The exhibit hall. Photo by Scott Ball.

“Standing inside this beautiful, restored building, it’s hard to remember what it once looked like,” said Mayor Taylor. “I remember submitting my employment application here, and after I was hired to work for the City, eating a few tacos in the basement restaurant.”

Taylor, a planner by profession, was on the City staff first as an intern and then after finishing graduate school.

Both the Department for Culture and Creative Development and the Government and Public Affairs Department are now under one roof in a space that reflects both technology and creativity,” she said during Tuesday’s ceremony. “Plaza de Armas has undergone a drastic transformation to become a welcoming space where people will be inspired to create.”

Sculley remembered first touring the building after arriving as the newly hired city manager in 2005. The need to renovate the dilapidated offices was immediately evident, she recalled Tuesday, and finally that has been done.

“I am elated with the outcome,” she said, scanning the light-filled room and surrounding art installations.

A few doors down, at the southern edge of the building, Sculley noted, was Chuck Hernandez’s  new farm to table restaurant, O’liva, which has created something of a downtown sensation even before its planned grand opening.

“I came for dinner Monday and for lunch today,” Sculley said.
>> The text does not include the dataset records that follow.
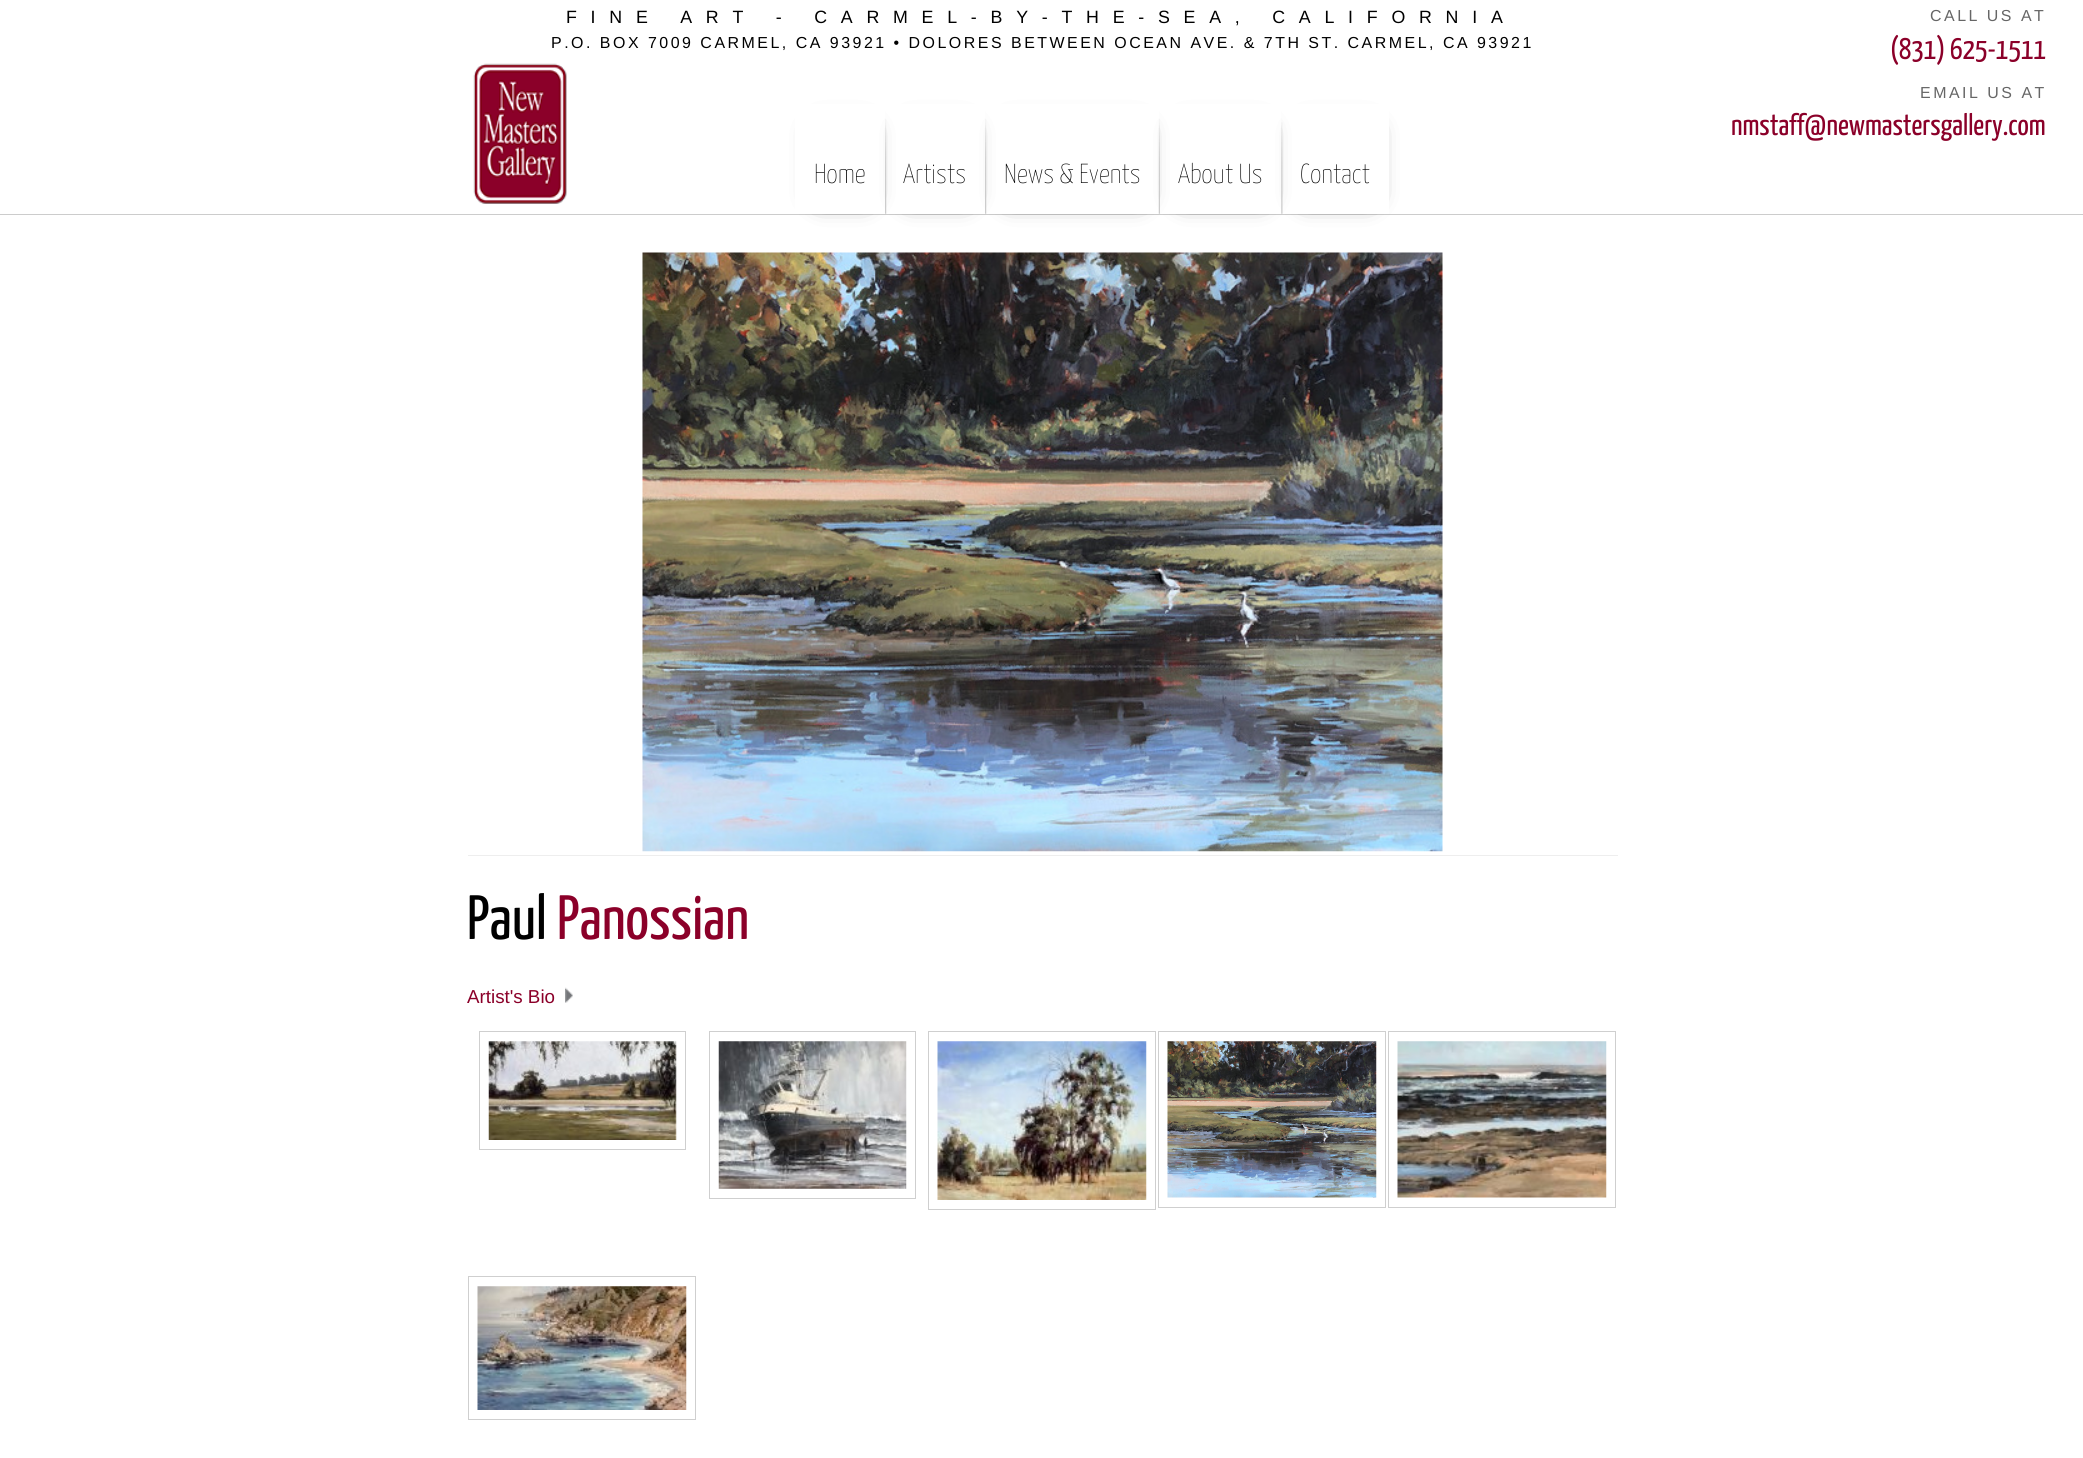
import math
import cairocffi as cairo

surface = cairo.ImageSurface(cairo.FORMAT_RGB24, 2083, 1458)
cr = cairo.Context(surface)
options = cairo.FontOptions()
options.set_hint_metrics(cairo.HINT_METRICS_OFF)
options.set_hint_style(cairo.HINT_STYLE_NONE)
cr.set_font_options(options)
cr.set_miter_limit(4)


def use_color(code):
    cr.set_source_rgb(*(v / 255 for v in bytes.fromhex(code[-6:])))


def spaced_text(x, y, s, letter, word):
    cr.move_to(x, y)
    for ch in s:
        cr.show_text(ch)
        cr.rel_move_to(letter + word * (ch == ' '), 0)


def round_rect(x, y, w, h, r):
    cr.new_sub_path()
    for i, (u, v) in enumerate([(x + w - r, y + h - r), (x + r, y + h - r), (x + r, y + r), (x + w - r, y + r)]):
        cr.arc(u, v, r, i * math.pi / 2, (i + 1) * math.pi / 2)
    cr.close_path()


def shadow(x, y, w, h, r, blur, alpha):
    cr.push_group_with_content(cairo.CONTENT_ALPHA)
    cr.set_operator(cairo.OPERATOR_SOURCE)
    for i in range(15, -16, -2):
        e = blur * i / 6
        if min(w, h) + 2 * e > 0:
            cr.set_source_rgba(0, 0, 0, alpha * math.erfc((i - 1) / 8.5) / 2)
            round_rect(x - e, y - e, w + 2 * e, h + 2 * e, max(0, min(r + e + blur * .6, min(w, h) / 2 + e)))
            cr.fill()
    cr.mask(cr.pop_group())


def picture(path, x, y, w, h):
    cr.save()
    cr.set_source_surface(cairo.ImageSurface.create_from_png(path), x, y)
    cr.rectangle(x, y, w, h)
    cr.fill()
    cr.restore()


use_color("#ffffff")
cr.paint()
cr.select_font_face("Liberation Sans")
cr.set_font_size(17.8)
use_color("#000000")
spaced_text(566, 23, "FINE ART - CARMEL-BY-THE-SEA, CALIFORNIA", 13.75, 0)
cr.set_font_size(15.95)
spaced_text(551, 48, "P.O. BOX 7009 CARMEL, CA 93921 • DOLORES BETWEEN OCEAN AVE. & 7TH ST. CARMEL, CA 93921", 2.5, 0)
picture("img1.png", 473, 63, 94, 141)
use_color("#cccccc")
cr.rectangle(0, 214, 2083, 1)
cr.fill()
cr.save()
cr.set_fill_rule(cairo.FILL_RULE_EVEN_ODD)
cr.new_path()
cr.move_to(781, 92)
cr.line_to(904, 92)
cr.line_to(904, 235)
cr.line_to(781, 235)
cr.close_path()
cr.move_to(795, 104)
cr.line_to(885, 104)
cr.line_to(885, 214)
cr.line_to(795, 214)
cr.close_path()
cr.clip()
use_color("#000000")
shadow(820, 131, 45, 65, 0, 12.5, 1)
cr.restore()
cr.select_font_face("Yanone Kaffeesatz ExtraLight")
cr.set_font_size(27.5)
use_color("#000000")
cr.move_to(814, 183)
cr.show_text("Home")
cr.save()
cr.set_fill_rule(cairo.FILL_RULE_EVEN_ODD)
cr.new_path()
cr.move_to(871, 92)
cr.line_to(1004, 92)
cr.line_to(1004, 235)
cr.line_to(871, 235)
cr.close_path()
cr.move_to(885, 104)
cr.line_to(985, 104)
cr.line_to(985, 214)
cr.line_to(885, 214)
cr.close_path()
cr.clip()
use_color("#000000")
shadow(910, 131, 55, 65, 0, 12.5, 1)
cr.restore()
picture("img2.png", 885, 119, 2, 95)
cr.move_to(903, 183)
cr.show_text("Artists")
cr.save()
cr.set_fill_rule(cairo.FILL_RULE_EVEN_ODD)
cr.new_path()
cr.move_to(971, 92)
cr.line_to(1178, 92)
cr.line_to(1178, 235)
cr.line_to(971, 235)
cr.close_path()
cr.move_to(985, 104)
cr.line_to(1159, 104)
cr.line_to(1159, 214)
cr.line_to(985, 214)
cr.close_path()
cr.clip()
use_color("#000000")
shadow(1010, 131, 129, 65, 0, 12.5, 1)
cr.restore()
picture("img2.png", 985, 119, 2, 95)
cr.move_to(1004, 183)
cr.show_text("News & Events")
cr.save()
cr.set_fill_rule(cairo.FILL_RULE_EVEN_ODD)
cr.new_path()
cr.move_to(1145, 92)
cr.line_to(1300, 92)
cr.line_to(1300, 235)
cr.line_to(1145, 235)
cr.close_path()
cr.move_to(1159, 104)
cr.line_to(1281, 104)
cr.line_to(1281, 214)
cr.line_to(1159, 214)
cr.close_path()
cr.clip()
use_color("#000000")
shadow(1184, 131, 77, 65, 0, 12.5, 1)
cr.restore()
picture("img3.png", 1158, 119, 2, 95)
cr.move_to(1178, 183)
cr.show_text("About Us")
cr.save()
cr.set_fill_rule(cairo.FILL_RULE_EVEN_ODD)
cr.new_path()
cr.move_to(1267, 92)
cr.line_to(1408, 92)
cr.line_to(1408, 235)
cr.line_to(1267, 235)
cr.close_path()
cr.move_to(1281, 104)
cr.line_to(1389, 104)
cr.line_to(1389, 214)
cr.line_to(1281, 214)
cr.close_path()
cr.clip()
use_color("#000000")
shadow(1306, 131, 63, 65, 0, 12.5, 1)
cr.restore()
picture("img4.png", 1281, 122, 2, 92)
cr.move_to(1300, 183)
cr.show_text("Contact")
cr.select_font_face("Liberation Sans")
cr.set_font_size(15.95)
use_color("#666666")
spaced_text(1930, 21, "CALL US AT", 2.5, 0)
cr.select_font_face("Yanone Kaffeesatz")
cr.set_font_size(30)
use_color("#8b0029")
cr.move_to(1890, 59)
cr.show_text("(831) 625-1511")
cr.select_font_face("Liberation Sans")
cr.set_font_size(15.95)
use_color("#666666")
spaced_text(1920, 98, "EMAIL US AT", 2.5, 0)
cr.select_font_face("Yanone Kaffeesatz")
cr.set_font_size(30)
use_color("#8b0029")
cr.move_to(1731, 135)
cr.show_text("nmstaff@newmastersgallery.com")
picture("img5.png", 642, 252, 801, 600)
use_color("#eeeeee")
cr.rectangle(468, 855, 1150, 1)
cr.fill()
cr.set_font_size(62.5)
use_color("#000000")
cr.move_to(467, 939)
cr.show_text("Paul")
use_color("#8b0029")
cr.move_to(557, 939)
cr.show_text("Panossian")
cr.select_font_face("Liberation Sans")
cr.set_font_size(18.75)
cr.move_to(467, 1003)
cr.show_text("Artist's Bio")
picture("img6.png", 565, 987, 8, 16)
cr.rectangle(479.5, 1031.5, 206, 118)
use_color("#cfcfcf")
cr.set_line_width(1)
cr.stroke()
picture("img7.png", 488, 1041, 189, 99)
cr.rectangle(709.5, 1031.5, 206, 167)
cr.stroke()
picture("img8.png", 718, 1041, 189, 148)
cr.rectangle(928.5, 1031.5, 227, 178)
cr.stroke()
picture("img9.png", 937, 1041, 210, 159)
cr.rectangle(1158.5, 1031.5, 227, 176)
cr.stroke()
picture("img10.png", 1167, 1041, 210, 157)
cr.rectangle(1388.5, 1031.5, 227, 176)
cr.stroke()
picture("img11.png", 1397, 1041, 210, 157)
cr.rectangle(468.5, 1276.5, 227, 143)
cr.stroke()
picture("img12.png", 477, 1286, 210, 124)
surface.write_to_png("result.png")
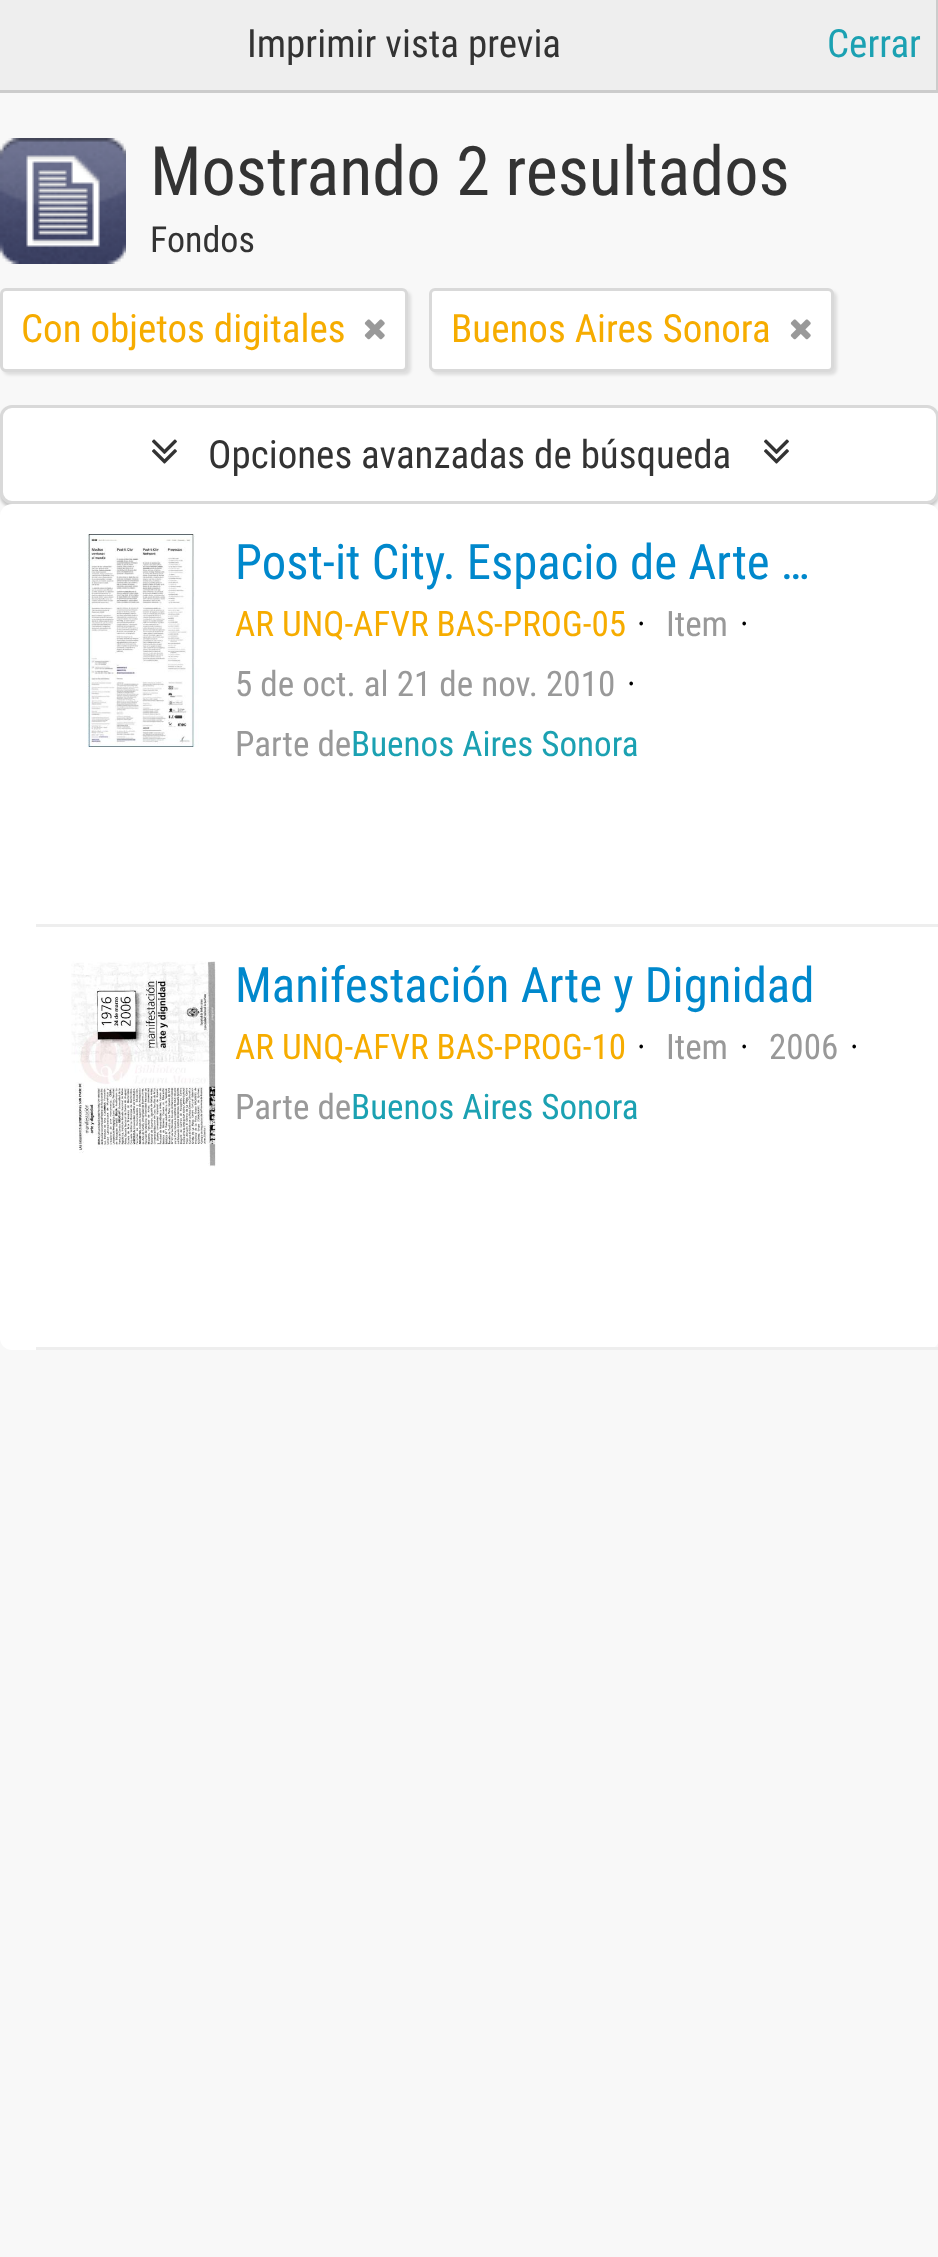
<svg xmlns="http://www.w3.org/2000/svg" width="938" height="2257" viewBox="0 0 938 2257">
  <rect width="100%" height="100%" fill="#f8f8f8"/>
  <path d="M0 0h936v90H0z" fill="#eee"/>
  <path d="M936 0h2v93H936z" fill="#ccc"/>
  <path d="M0 90h938v3H0z" fill="#ccc"/>
  <image x="0" y="138" width="126" height="126" href="img/1.png"/>
  <rect x="3" y="291" width="408" height="84" rx="6" fill="#0000001a" filter="blur(1.5px)"/>
  <rect x="1.5" y="289.5" width="405" height="81" rx="4.5" fill="#fff" stroke="#d9d9d9" stroke-width="3"/>
  <image x="364" y="319" width="21" height="21" href="img/2.png"/>
  <rect x="432" y="291" width="405" height="84" rx="6" fill="#0000001a" filter="blur(1.5px)"/>
  <rect x="430.5" y="289.5" width="402" height="81" rx="4.5" fill="#fff" stroke="#d9d9d9" stroke-width="3"/>
  <image x="790" y="319" width="21" height="21" href="img/2.png"/>
  <rect y="408" width="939" height="99" rx="12" fill="#00000033" filter="blur(1.5px)"/>
  <rect x="1.5" y="406.5" width="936" height="96" rx="10.5" fill="#fff" stroke="#d9d9d9" stroke-width="3"/>
  <image x="152" y="439" width="25" height="25" href="img/3.png"/>
  <image x="764" y="439" width="25" height="25" href="img/3.png"/>
  <rect y="504" width="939" height="846" rx="12" fill="#fff"/>
  <path d="M36 924h902v3H36z" fill="#eee"/>
  <image x="87" y="534" width="112" height="213" href="img/4.png"/>
  <path d="M36 1347h902v3H36z" fill="#eee"/>
  <image x="71" y="961" width="145" height="206" href="img/5.png"/>
  <text x="247" y="57" font-family="Roboto Condensed" font-size="39" fill="#333">Imprimir vista previa</text>
  <text x="827" y="57" font-family="Roboto Condensed" font-size="39" fill="#1ba1b2">Cerrar</text>
  <text x="150" y="195" font-family="Roboto Condensed" font-size="68.25" fill="#333">Mostrando 2 resultados</text>
  <text x="150" y="252" font-family="Roboto Condensed" font-size="36" fill="#333">Fondos</text>
  <g font-family="Roboto Condensed" font-size="39" fill="#f6ac00">
    <text x="21" y="342">Con objetos digitales</text>
    <text x="451" y="342">Buenos Aires Sonora</text>
  </g>
  <text x="208" y="468" font-family="Roboto Condensed" font-size="39" fill="#333">Opciones avanzadas de búsqueda</text>
  <text x="235" y="579" font-family="Roboto Condensed" font-size="48.75" fill="#08c">Post-it City. Espacio de Arte …</text>
  <text x="235" y="636" font-family="Roboto Condensed" font-size="35.1" fill="#f6ac00">AR UNQ-AFVR BAS-PROG-05</text>
  <text x="637" y="636" font-family="Roboto Condensed" font-size="35.1" fill="#000">·</text>
  <text x="666" y="636" font-family="Roboto Condensed" font-size="35.1" fill="#999">Item</text>
  <text x="740" y="636" font-family="Roboto Condensed" font-size="35.1" fill="#000">·</text>
  <text x="235" y="696" font-family="Roboto Condensed" font-size="35.1" fill="#999">5 de oct. al 21 de nov. 2010</text>
  <text x="627" y="696" font-family="Roboto Condensed" font-size="35.1" fill="#000">·</text>
  <text x="235" y="756" font-family="Roboto Condensed" font-size="35.1" fill="#999">Parte de</text>
  <text x="351" y="756" font-family="Roboto Condensed" font-size="35.1" fill="#1ba1b2">Buenos Aires Sonora</text>
  <text x="235" y="1002" font-family="Roboto Condensed" font-size="48.75" fill="#08c">Manifestación Arte y Dignidad</text>
  <text x="235" y="1059" font-family="Roboto Condensed" font-size="35.1" fill="#f6ac00">AR UNQ-AFVR BAS-PROG-10</text>
  <text x="637" y="1059" font-family="Roboto Condensed" font-size="35.1" fill="#000">·</text>
  <text x="666" y="1059" font-family="Roboto Condensed" font-size="35.1" fill="#999">Item</text>
  <text x="740" y="1059" font-family="Roboto Condensed" font-size="35.1" fill="#000">·</text>
  <text x="769" y="1059" font-family="Roboto Condensed" font-size="35.1" fill="#999">2006</text>
  <text x="850" y="1059" font-family="Roboto Condensed" font-size="35.1" fill="#000">·</text>
  <text x="235" y="1119" font-family="Roboto Condensed" font-size="35.1" fill="#999">Parte de</text>
  <text x="351" y="1119" font-family="Roboto Condensed" font-size="35.1" fill="#1ba1b2">Buenos Aires Sonora</text>
</svg>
She’s not alone. Many who work downtown have found themselves returning repeatedly to the venue for its fresh, healthy food fare in a historically renovated setting that was made possible in part with City funding.

Staff of the San Antonio city gather in the exhibit hall for refreshments. Photo by Scott Ball.
COSA staff gather in the exhibit hall for refreshments. Photo by Scott Ball.

Felix Padrón, director of the City’s Department for Culture & Creative Development, noted that Tuesday’s event was being staged in what has become a public art gallery, the work of his department’s  Public Art San Antonio (PASA) division. It’s official name now is the Culture Commons Storefront Gallery & Exhibit Hall. Its X MARKS THE ART exhibitions currently feature RESYMBOL, a public art project that “explores the creative use and placement of artist-designed symbols within the City’s downtown environment.”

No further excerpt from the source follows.